Ici dans le récit du Croyant du peuple de Pharaon, le rappel du passé prend une direction différente dont le but n'est pas déterminé par le même souci de dessiner un sort particulier à un tel ou tel autre peuple, mais plutôt pour adresser seulement une mise en garde générale, afin d'amener les gens à croire en Dieu.
Effectivement, le Message du Ciel a frayé son chemin parmi de grands nombres de gens, sujet qui ne nous intéresse pas actuellement, étant donné que le récit vise autre chose.
En tout état de cause, lorsque, à travers le Croyant, le récit fait le rappel de la personnalité de Joseph à l'exclusion de toute autre personnalité historique, il cherche par ce procédé romanesque et psychologique à introduire la prédiction de Joseph d'une part, et l'incroyance des Israélites - après sa mort - aux messages des Prophètes, d'autre part: «mais lorsque Joseph eut disparu, vous avez dit: "Dieu n'enverra plus jamais de prophète après lui»[20], et à établir, enfin, un lien entre tout ce qui précède avec l'état d'incroyance que vivait le peuple de Pharaon, quand Moïse a présenté son message.
* * *
Pendant que le héros, le Croyant poursuivait, lors de la réunion sa mise en garde, Pharaon qui y était présent demandait à son ministre Hâmân de lui construire une tour pour qu'il voie ce qui se passe dans le Ciel (Pharaon dit: «Ô Hâmân, construis-moi une tour pour que j'atteigne les cordes célestes et je monterai vers le Dieu de Moïse»[21]).
Mais le héros, fait l'ignorance totale de ce propos ridicule de Pharaon qui montre davantage son insolence, et va continuer imperturbablement son discours qui porte implicitement entre les lignes une réponse indirecte au Tyran (Pharaon).
Remarquons que sur le plan romanesque, si le Croyant a conclu la dernière séquence de son discours par: «Dieu met un sceau sur le coeur de tout tyran orgueilleux»[22] - et si l'on considère cette phrase comme un commentaire du Ciel et non du Croyant - c'est parce que la dernière proposition sarcastique de Pharaon, apparaît comme l'application concrète de cette Parole d'Allah: «Dieu met un sceau sur le coeur de tout tyran orgueilleux», laquelle signifie qu'il n'y a plus aucun espoir de ramener la personne égarée de la sorte sur le Chemin de la guidance.
Donc, comme nous l'avons dit, le Croyant n'a prêté aucune attention à cette sottise (la construction d'une tour), et poursuivi son discours:
«Le Croyant dit: "Ô mon peuple!
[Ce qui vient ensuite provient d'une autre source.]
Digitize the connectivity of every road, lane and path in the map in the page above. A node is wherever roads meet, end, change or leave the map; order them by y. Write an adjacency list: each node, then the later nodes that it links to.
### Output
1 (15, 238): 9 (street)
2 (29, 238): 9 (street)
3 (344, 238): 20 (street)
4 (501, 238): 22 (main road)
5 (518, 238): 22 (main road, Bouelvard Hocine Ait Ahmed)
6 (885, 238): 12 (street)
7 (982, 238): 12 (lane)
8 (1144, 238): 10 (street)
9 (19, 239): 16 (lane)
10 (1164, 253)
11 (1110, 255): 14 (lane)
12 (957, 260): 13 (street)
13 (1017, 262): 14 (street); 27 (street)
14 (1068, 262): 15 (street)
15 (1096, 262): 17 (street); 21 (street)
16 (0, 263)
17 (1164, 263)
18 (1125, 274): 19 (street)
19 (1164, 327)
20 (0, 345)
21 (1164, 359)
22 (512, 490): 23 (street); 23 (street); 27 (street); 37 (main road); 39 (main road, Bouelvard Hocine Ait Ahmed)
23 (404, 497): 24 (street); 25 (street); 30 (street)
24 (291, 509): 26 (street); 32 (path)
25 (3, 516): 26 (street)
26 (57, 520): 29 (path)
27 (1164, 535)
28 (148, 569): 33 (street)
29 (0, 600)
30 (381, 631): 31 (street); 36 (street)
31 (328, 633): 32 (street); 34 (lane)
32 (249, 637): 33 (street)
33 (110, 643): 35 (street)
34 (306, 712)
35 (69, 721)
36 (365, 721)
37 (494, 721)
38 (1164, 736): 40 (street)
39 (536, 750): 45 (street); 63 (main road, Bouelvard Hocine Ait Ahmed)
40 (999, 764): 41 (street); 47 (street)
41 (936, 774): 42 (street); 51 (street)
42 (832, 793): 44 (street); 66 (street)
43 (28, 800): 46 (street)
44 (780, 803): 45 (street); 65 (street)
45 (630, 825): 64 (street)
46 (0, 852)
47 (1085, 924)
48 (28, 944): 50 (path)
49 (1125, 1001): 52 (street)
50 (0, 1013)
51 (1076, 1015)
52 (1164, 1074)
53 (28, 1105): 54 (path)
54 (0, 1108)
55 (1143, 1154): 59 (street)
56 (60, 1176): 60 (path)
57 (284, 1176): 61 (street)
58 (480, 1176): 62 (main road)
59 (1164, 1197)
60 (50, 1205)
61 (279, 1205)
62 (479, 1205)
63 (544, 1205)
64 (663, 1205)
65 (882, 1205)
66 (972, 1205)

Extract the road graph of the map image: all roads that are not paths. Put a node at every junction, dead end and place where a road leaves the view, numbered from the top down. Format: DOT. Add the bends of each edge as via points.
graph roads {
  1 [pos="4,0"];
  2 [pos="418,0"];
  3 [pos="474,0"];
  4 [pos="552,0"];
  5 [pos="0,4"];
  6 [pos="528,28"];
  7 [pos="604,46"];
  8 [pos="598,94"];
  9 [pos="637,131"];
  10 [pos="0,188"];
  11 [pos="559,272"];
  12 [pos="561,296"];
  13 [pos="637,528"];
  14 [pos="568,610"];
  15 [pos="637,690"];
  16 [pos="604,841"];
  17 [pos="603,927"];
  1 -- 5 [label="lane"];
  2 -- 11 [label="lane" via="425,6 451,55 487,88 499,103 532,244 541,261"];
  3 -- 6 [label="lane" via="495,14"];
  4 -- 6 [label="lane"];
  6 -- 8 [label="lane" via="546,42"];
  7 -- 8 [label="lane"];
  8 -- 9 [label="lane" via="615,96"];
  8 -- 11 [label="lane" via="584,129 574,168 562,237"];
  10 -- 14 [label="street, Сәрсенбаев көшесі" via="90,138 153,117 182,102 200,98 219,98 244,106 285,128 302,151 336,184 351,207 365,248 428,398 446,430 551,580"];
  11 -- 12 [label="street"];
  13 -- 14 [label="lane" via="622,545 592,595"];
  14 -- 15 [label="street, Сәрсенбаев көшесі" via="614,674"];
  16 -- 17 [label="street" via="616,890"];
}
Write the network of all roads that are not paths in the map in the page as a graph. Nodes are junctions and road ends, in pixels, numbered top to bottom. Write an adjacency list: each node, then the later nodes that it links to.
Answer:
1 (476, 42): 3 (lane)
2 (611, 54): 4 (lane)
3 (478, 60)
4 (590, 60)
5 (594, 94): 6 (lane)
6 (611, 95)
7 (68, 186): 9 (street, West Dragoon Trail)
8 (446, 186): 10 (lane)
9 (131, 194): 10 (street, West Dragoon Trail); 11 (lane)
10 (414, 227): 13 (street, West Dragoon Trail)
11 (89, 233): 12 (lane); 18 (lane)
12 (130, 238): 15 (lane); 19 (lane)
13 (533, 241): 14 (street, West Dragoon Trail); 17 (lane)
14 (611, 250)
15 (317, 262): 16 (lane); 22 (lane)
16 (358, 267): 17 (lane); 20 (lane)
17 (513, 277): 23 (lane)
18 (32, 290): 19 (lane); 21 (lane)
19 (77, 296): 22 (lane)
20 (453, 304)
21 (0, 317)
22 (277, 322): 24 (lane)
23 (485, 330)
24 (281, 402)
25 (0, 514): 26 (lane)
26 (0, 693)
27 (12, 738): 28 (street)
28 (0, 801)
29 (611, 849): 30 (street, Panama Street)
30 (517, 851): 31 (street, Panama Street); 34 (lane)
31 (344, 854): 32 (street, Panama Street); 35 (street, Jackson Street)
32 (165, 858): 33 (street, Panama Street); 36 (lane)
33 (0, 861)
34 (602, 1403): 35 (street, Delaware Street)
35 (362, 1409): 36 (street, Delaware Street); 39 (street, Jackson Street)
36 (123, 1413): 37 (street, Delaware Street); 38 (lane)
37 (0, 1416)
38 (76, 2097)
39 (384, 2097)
Suivez-moi! Je vous dirigerai sur le Chemin de la rectitude.
»Ô mon peuple! La vie de ce monde n'est qu'une jouissance éphémère. La vie future est la demeure de la stabilité».[23]
Il ne faut pas perdre de vue que dans la réunion Pharaon avait déjà adressé la parole au peuple, en prétendant qu'il le guiderait sur la voie de la rectitude:
«Je ne vous montre que ce que j'ai vu moi-même. Je ne vous dirige que sur le chemin de la rectitude».[24]
Mais le récit répond à cette prétention en faisant dire au Croyant que la rectitude réside dans la soumission aux principes du Ciel.
Suivons encore le héros qui continue son discours à l'attention de son peuple:
«Ô mon peuple! Pourquoi vous appellerais-je au salut, alors que vous m'appelez au Feu?
»Vous m'appelez à l'incrédulité envers Dieu, au polythéisme dont je n'ai aucune connaissance, mais moi, je vous appelle auprès du Tout-Puissant, auprès de Celui qui ne cesse de pardonner.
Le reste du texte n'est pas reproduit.